ACTION ITEM →
The answer should reproduce every entry exactly and contain no images.

EXERCISE MATERIALS →
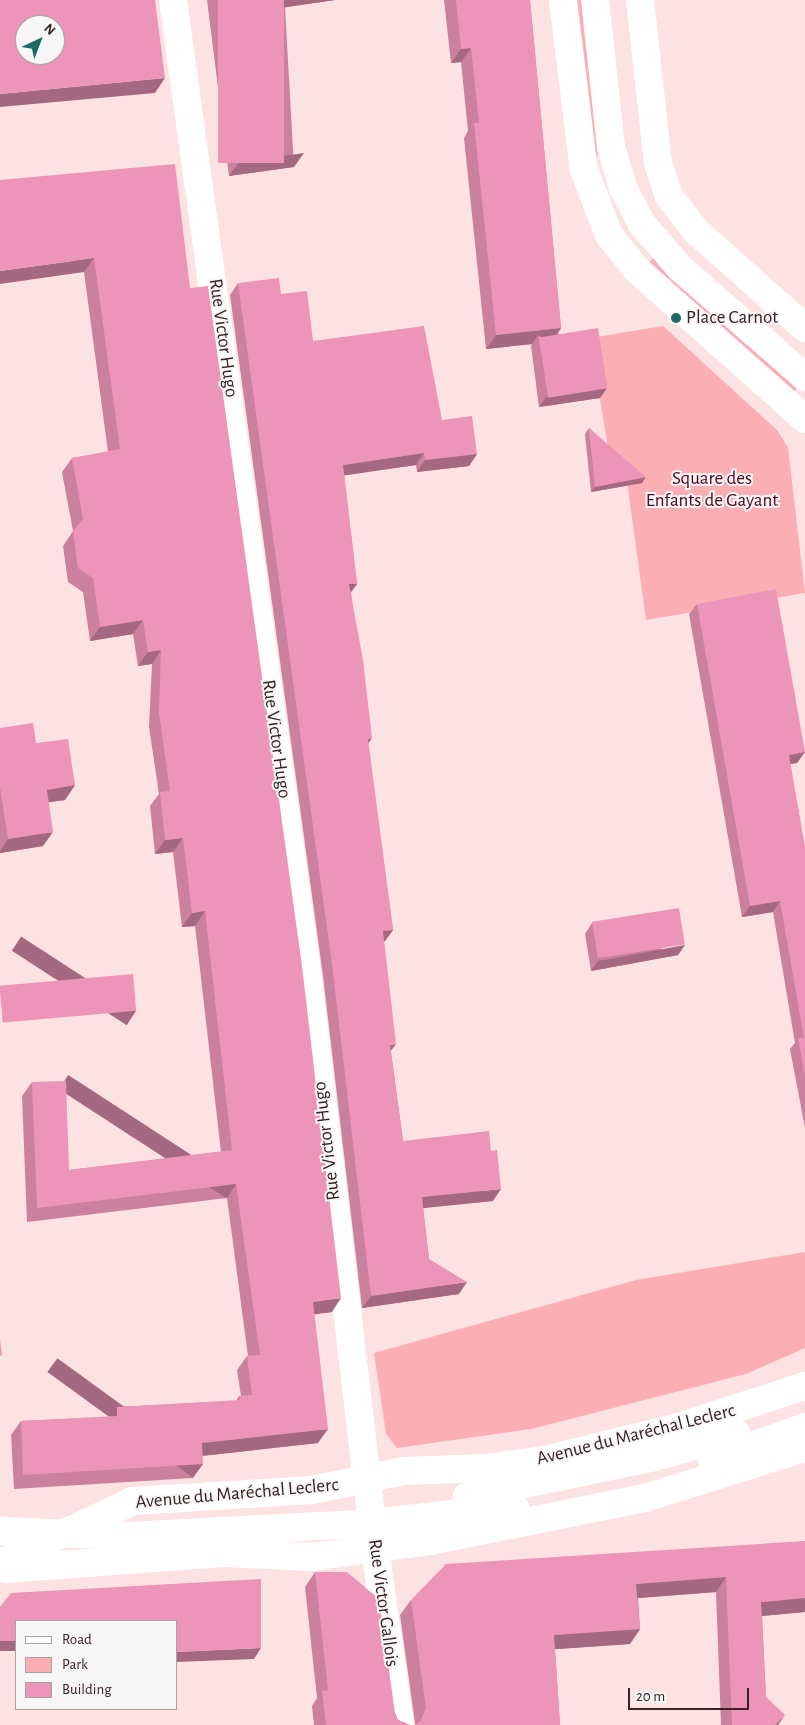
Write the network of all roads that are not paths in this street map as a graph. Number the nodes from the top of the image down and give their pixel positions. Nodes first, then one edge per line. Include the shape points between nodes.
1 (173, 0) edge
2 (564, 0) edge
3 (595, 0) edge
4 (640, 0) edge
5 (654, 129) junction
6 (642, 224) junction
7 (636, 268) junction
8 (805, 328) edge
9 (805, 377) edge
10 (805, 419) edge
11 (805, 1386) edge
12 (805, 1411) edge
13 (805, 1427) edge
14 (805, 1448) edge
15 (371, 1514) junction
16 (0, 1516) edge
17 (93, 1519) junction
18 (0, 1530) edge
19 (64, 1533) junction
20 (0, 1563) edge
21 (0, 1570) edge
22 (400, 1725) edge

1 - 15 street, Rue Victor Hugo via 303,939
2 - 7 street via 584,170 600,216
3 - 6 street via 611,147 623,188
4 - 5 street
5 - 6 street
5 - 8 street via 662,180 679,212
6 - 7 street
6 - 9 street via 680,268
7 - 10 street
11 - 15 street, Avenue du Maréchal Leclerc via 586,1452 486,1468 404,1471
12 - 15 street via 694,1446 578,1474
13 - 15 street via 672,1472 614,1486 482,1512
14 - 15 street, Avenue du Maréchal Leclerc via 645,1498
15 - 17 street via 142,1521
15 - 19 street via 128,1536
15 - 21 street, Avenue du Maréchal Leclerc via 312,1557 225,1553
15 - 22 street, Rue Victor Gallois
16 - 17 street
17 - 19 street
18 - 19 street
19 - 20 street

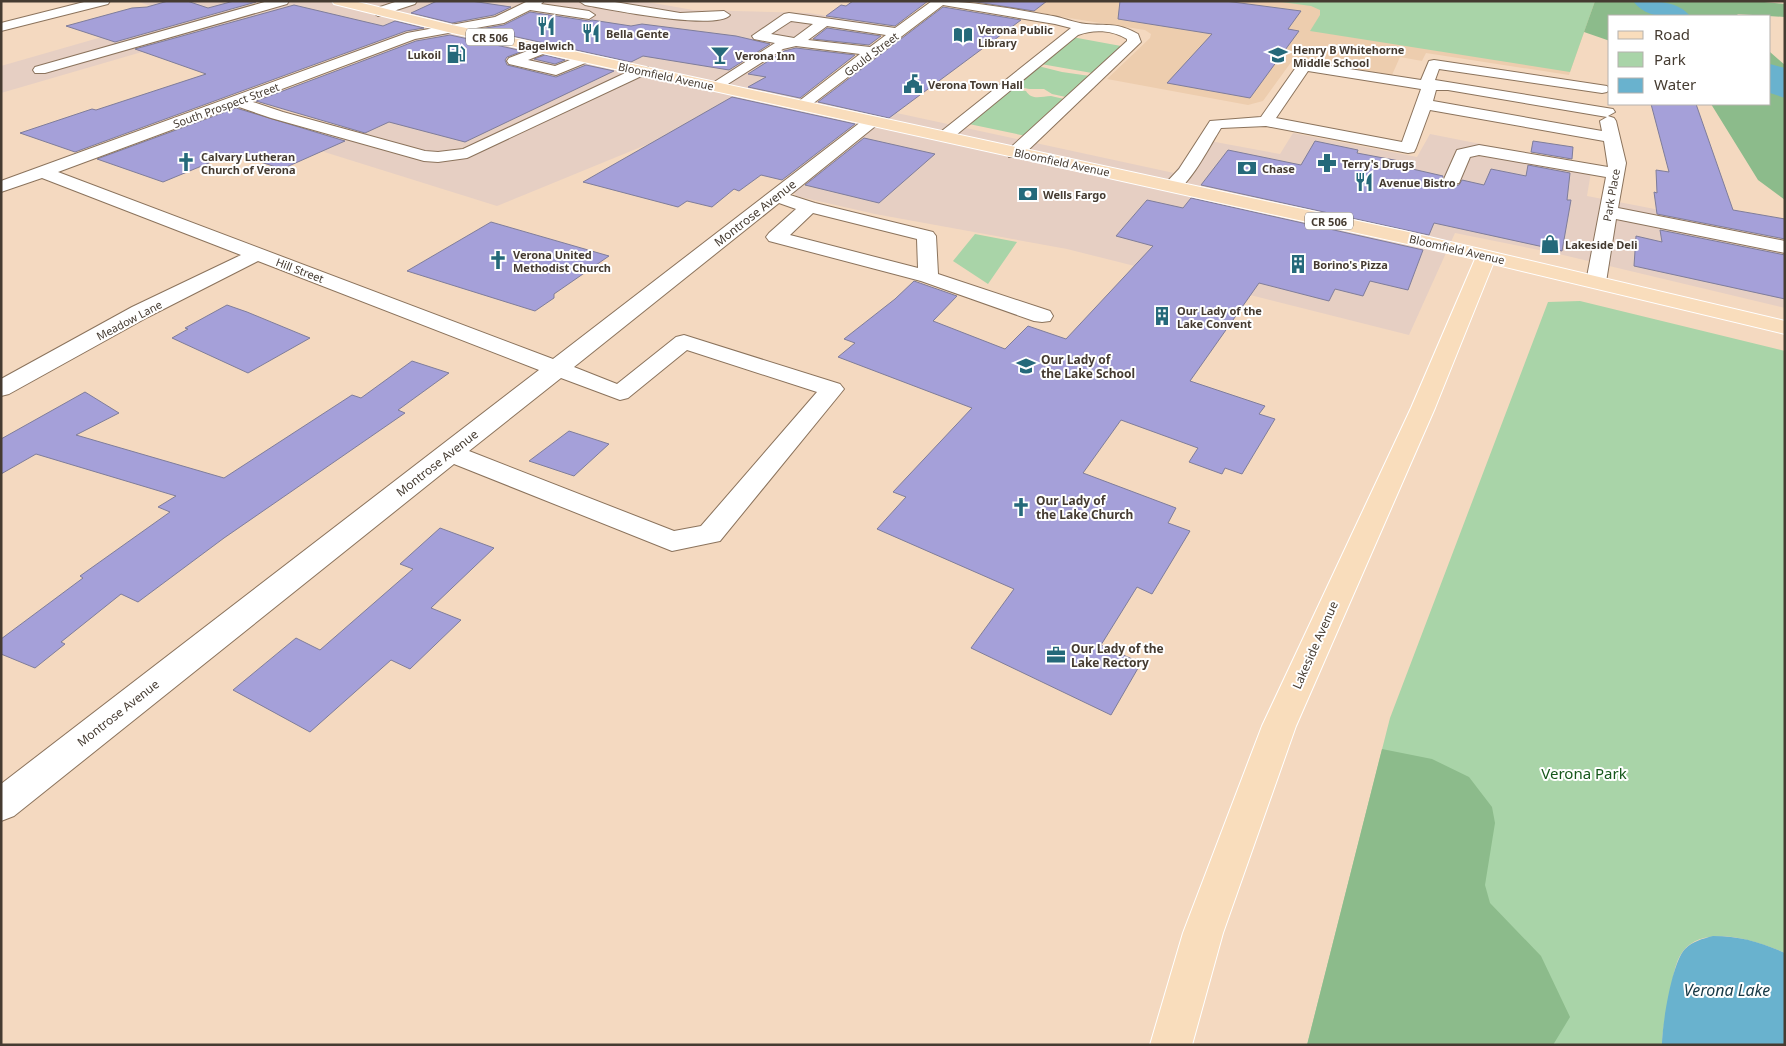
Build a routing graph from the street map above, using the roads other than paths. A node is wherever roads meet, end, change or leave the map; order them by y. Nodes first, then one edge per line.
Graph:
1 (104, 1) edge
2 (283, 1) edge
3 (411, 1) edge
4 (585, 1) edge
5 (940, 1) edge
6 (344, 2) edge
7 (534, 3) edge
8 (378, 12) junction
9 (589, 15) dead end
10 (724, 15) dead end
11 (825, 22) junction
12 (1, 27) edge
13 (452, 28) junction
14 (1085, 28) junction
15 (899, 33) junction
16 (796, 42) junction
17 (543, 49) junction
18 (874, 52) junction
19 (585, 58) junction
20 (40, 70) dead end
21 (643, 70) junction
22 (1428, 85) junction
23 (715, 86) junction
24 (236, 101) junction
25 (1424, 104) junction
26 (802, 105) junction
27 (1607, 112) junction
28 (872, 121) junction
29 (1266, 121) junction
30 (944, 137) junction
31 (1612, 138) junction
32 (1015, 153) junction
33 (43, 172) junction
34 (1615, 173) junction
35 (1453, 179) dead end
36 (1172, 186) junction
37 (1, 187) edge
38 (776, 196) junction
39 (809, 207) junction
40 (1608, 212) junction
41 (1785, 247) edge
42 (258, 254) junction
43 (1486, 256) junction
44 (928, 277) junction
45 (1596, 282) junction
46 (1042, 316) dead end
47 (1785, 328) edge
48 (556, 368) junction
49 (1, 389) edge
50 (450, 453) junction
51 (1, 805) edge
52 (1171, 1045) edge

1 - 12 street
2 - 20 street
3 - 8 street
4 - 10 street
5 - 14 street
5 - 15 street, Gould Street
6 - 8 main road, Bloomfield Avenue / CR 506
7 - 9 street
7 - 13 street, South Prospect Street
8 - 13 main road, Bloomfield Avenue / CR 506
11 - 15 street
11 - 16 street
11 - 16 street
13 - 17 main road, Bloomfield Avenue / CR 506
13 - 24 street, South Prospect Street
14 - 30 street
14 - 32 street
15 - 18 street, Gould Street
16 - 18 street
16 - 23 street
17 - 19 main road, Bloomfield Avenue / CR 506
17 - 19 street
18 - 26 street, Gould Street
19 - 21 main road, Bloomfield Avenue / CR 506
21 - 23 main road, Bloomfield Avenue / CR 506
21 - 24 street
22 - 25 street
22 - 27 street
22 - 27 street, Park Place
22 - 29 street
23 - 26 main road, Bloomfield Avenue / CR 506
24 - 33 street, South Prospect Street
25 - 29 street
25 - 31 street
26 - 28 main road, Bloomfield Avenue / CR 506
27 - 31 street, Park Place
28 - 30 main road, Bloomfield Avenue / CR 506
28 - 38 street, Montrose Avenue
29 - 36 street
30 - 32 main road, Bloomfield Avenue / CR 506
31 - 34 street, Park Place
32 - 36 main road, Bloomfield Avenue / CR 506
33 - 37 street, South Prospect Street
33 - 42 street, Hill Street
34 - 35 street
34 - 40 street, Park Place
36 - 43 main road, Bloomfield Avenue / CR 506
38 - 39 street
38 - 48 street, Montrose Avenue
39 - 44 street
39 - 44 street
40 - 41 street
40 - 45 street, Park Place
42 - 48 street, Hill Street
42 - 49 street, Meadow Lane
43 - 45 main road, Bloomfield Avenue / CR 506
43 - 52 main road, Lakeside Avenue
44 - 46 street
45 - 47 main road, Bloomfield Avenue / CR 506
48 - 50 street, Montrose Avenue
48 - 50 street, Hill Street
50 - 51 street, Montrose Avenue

ANSWER TO THE EXERCISE →
Write the network of all roads that are not paths in this street map as a graph. Number the nodes from the top of the image down and give their pixel positions. Nodes first, then one edge per line. Include the shape points between nodes.
1 (173, 0) edge
2 (564, 0) edge
3 (595, 0) edge
4 (640, 0) edge
5 (654, 129) junction
6 (642, 224) junction
7 (636, 268) junction
8 (805, 328) edge
9 (805, 377) edge
10 (805, 419) edge
11 (805, 1386) edge
12 (805, 1411) edge
13 (805, 1427) edge
14 (805, 1448) edge
15 (371, 1514) junction
16 (0, 1516) edge
17 (93, 1519) junction
18 (0, 1530) edge
19 (64, 1533) junction
20 (0, 1563) edge
21 (0, 1570) edge
22 (400, 1725) edge

1 - 15 street, Rue Victor Hugo via 303,939
2 - 7 street via 584,170 600,216
3 - 6 street via 611,147 623,188
4 - 5 street
5 - 6 street
5 - 8 street via 662,180 679,212
6 - 7 street
6 - 9 street via 680,268
7 - 10 street
11 - 15 street, Avenue du Maréchal Leclerc via 586,1452 486,1468 404,1471
12 - 15 street via 694,1446 578,1474
13 - 15 street via 672,1472 614,1486 482,1512
14 - 15 street, Avenue du Maréchal Leclerc via 645,1498
15 - 17 street via 142,1521
15 - 19 street via 128,1536
15 - 21 street, Avenue du Maréchal Leclerc via 312,1557 225,1553
15 - 22 street, Rue Victor Gallois
16 - 17 street
17 - 19 street
18 - 19 street
19 - 20 street

Build a routing graph from the street map above, using the roads other than paths. A node is wherever roads meet, end, change or leave the map; order them by y. Nodes first, then one edge per line.
Graph:
1 (104, 1) edge
2 (283, 1) edge
3 (411, 1) edge
4 (585, 1) edge
5 (940, 1) edge
6 (344, 2) edge
7 (534, 3) edge
8 (378, 12) junction
9 (589, 15) dead end
10 (724, 15) dead end
11 (825, 22) junction
12 (1, 27) edge
13 (452, 28) junction
14 (1085, 28) junction
15 (899, 33) junction
16 (796, 42) junction
17 (543, 49) junction
18 (874, 52) junction
19 (585, 58) junction
20 (40, 70) dead end
21 (643, 70) junction
22 (1428, 85) junction
23 (715, 86) junction
24 (236, 101) junction
25 (1424, 104) junction
26 (802, 105) junction
27 (1607, 112) junction
28 (872, 121) junction
29 (1266, 121) junction
30 (944, 137) junction
31 (1612, 138) junction
32 (1015, 153) junction
33 (43, 172) junction
34 (1615, 173) junction
35 (1453, 179) dead end
36 (1172, 186) junction
37 (1, 187) edge
38 (776, 196) junction
39 (809, 207) junction
40 (1608, 212) junction
41 (1785, 247) edge
42 (258, 254) junction
43 (1486, 256) junction
44 (928, 277) junction
45 (1596, 282) junction
46 (1042, 316) dead end
47 (1785, 328) edge
48 (556, 368) junction
49 (1, 389) edge
50 (450, 453) junction
51 (1, 805) edge
52 (1171, 1045) edge

1 - 12 street
2 - 20 street
3 - 8 street
4 - 10 street
5 - 14 street
5 - 15 street, Gould Street
6 - 8 main road, Bloomfield Avenue / CR 506
7 - 9 street
7 - 13 street, South Prospect Street
8 - 13 main road, Bloomfield Avenue / CR 506
11 - 15 street
11 - 16 street
11 - 16 street
13 - 17 main road, Bloomfield Avenue / CR 506
13 - 24 street, South Prospect Street
14 - 30 street
14 - 32 street
15 - 18 street, Gould Street
16 - 18 street
16 - 23 street
17 - 19 main road, Bloomfield Avenue / CR 506
17 - 19 street
18 - 26 street, Gould Street
19 - 21 main road, Bloomfield Avenue / CR 506
21 - 23 main road, Bloomfield Avenue / CR 506
21 - 24 street
22 - 25 street
22 - 27 street
22 - 27 street, Park Place
22 - 29 street
23 - 26 main road, Bloomfield Avenue / CR 506
24 - 33 street, South Prospect Street
25 - 29 street
25 - 31 street
26 - 28 main road, Bloomfield Avenue / CR 506
27 - 31 street, Park Place
28 - 30 main road, Bloomfield Avenue / CR 506
28 - 38 street, Montrose Avenue
29 - 36 street
30 - 32 main road, Bloomfield Avenue / CR 506
31 - 34 street, Park Place
32 - 36 main road, Bloomfield Avenue / CR 506
33 - 37 street, South Prospect Street
33 - 42 street, Hill Street
34 - 35 street
34 - 40 street, Park Place
36 - 43 main road, Bloomfield Avenue / CR 506
38 - 39 street
38 - 48 street, Montrose Avenue
39 - 44 street
39 - 44 street
40 - 41 street
40 - 45 street, Park Place
42 - 48 street, Hill Street
42 - 49 street, Meadow Lane
43 - 45 main road, Bloomfield Avenue / CR 506
43 - 52 main road, Lakeside Avenue
44 - 46 street
45 - 47 main road, Bloomfield Avenue / CR 506
48 - 50 street, Montrose Avenue
48 - 50 street, Hill Street
50 - 51 street, Montrose Avenue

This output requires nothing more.